* _Task prompt_: Images are to be excluded from the copy, and the records below reproduced word for word.

[Stored data]

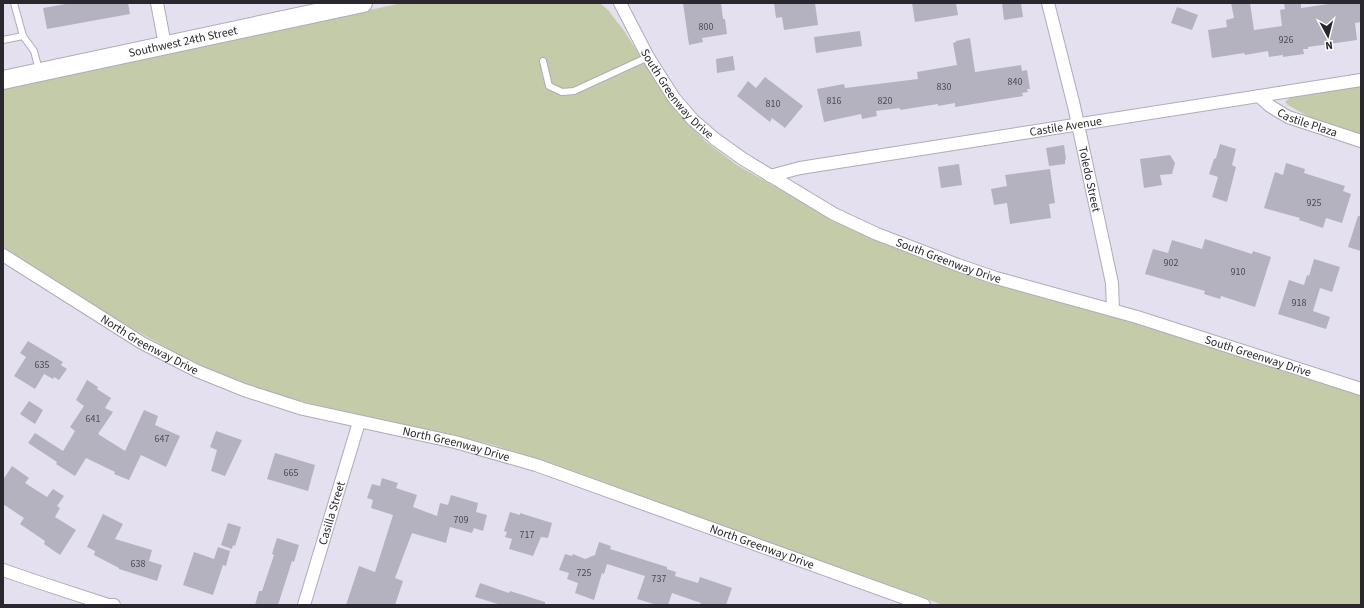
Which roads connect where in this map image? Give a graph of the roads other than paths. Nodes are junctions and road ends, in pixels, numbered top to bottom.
1 (14, 3) edge
2 (158, 3) edge
3 (363, 3) edge
4 (610, 3) edge
5 (620, 3) edge
6 (1048, 3) edge
7 (627, 9) edge
8 (23, 36) junction
9 (3, 40) edge
10 (165, 45) junction
11 (648, 57) junction
12 (543, 61) dead end
13 (39, 72) junction
14 (3, 80) edge
15 (1361, 80) edge
16 (1259, 96) junction
17 (1078, 124) junction
18 (1361, 141) edge
19 (770, 176) junction
20 (3, 254) edge
21 (1114, 310) junction
22 (1361, 389) edge
23 (359, 422) junction
24 (3, 570) edge
25 (108, 605) edge
26 (114, 605) edge
27 (304, 605) edge
28 (924, 605) edge

1 - 8 lane
2 - 10 street
3 - 10 street, Southwest 24th Street
4 - 7 street
5 - 7 street, South Greenway Drive
6 - 17 street, Toledo Street
7 - 11 street, South Greenway Drive
8 - 9 lane
8 - 13 lane
10 - 13 street, Southwest 24th Street
11 - 12 lane
11 - 19 street, South Greenway Drive
13 - 14 street, Southwest 24th Street
15 - 16 street, Castile Avenue
16 - 17 street, Castile Avenue
16 - 18 street, Castile Plaza
17 - 19 street, Castile Avenue
17 - 21 street, Toledo Street
19 - 21 street, South Greenway Drive
20 - 23 street, North Greenway Drive
21 - 22 street, South Greenway Drive
23 - 27 street, Casilla Street
23 - 28 street, North Greenway Drive
24 - 25 street
25 - 26 street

* _Response_:
Which roads connect where in this map image? Give a graph of the roads other than paths. Nodes are junctions and road ends, in pixels, numbered top to bottom.
1 (14, 3) edge
2 (158, 3) edge
3 (363, 3) edge
4 (610, 3) edge
5 (620, 3) edge
6 (1048, 3) edge
7 (627, 9) edge
8 (23, 36) junction
9 (3, 40) edge
10 (165, 45) junction
11 (648, 57) junction
12 (543, 61) dead end
13 (39, 72) junction
14 (3, 80) edge
15 (1361, 80) edge
16 (1259, 96) junction
17 (1078, 124) junction
18 (1361, 141) edge
19 (770, 176) junction
20 (3, 254) edge
21 (1114, 310) junction
22 (1361, 389) edge
23 (359, 422) junction
24 (3, 570) edge
25 (108, 605) edge
26 (114, 605) edge
27 (304, 605) edge
28 (924, 605) edge

1 - 8 lane
2 - 10 street
3 - 10 street, Southwest 24th Street
4 - 7 street
5 - 7 street, South Greenway Drive
6 - 17 street, Toledo Street
7 - 11 street, South Greenway Drive
8 - 9 lane
8 - 13 lane
10 - 13 street, Southwest 24th Street
11 - 12 lane
11 - 19 street, South Greenway Drive
13 - 14 street, Southwest 24th Street
15 - 16 street, Castile Avenue
16 - 17 street, Castile Avenue
16 - 18 street, Castile Plaza
17 - 19 street, Castile Avenue
17 - 21 street, Toledo Street
19 - 21 street, South Greenway Drive
20 - 23 street, North Greenway Drive
21 - 22 street, South Greenway Drive
23 - 27 street, Casilla Street
23 - 28 street, North Greenway Drive
24 - 25 street
25 - 26 street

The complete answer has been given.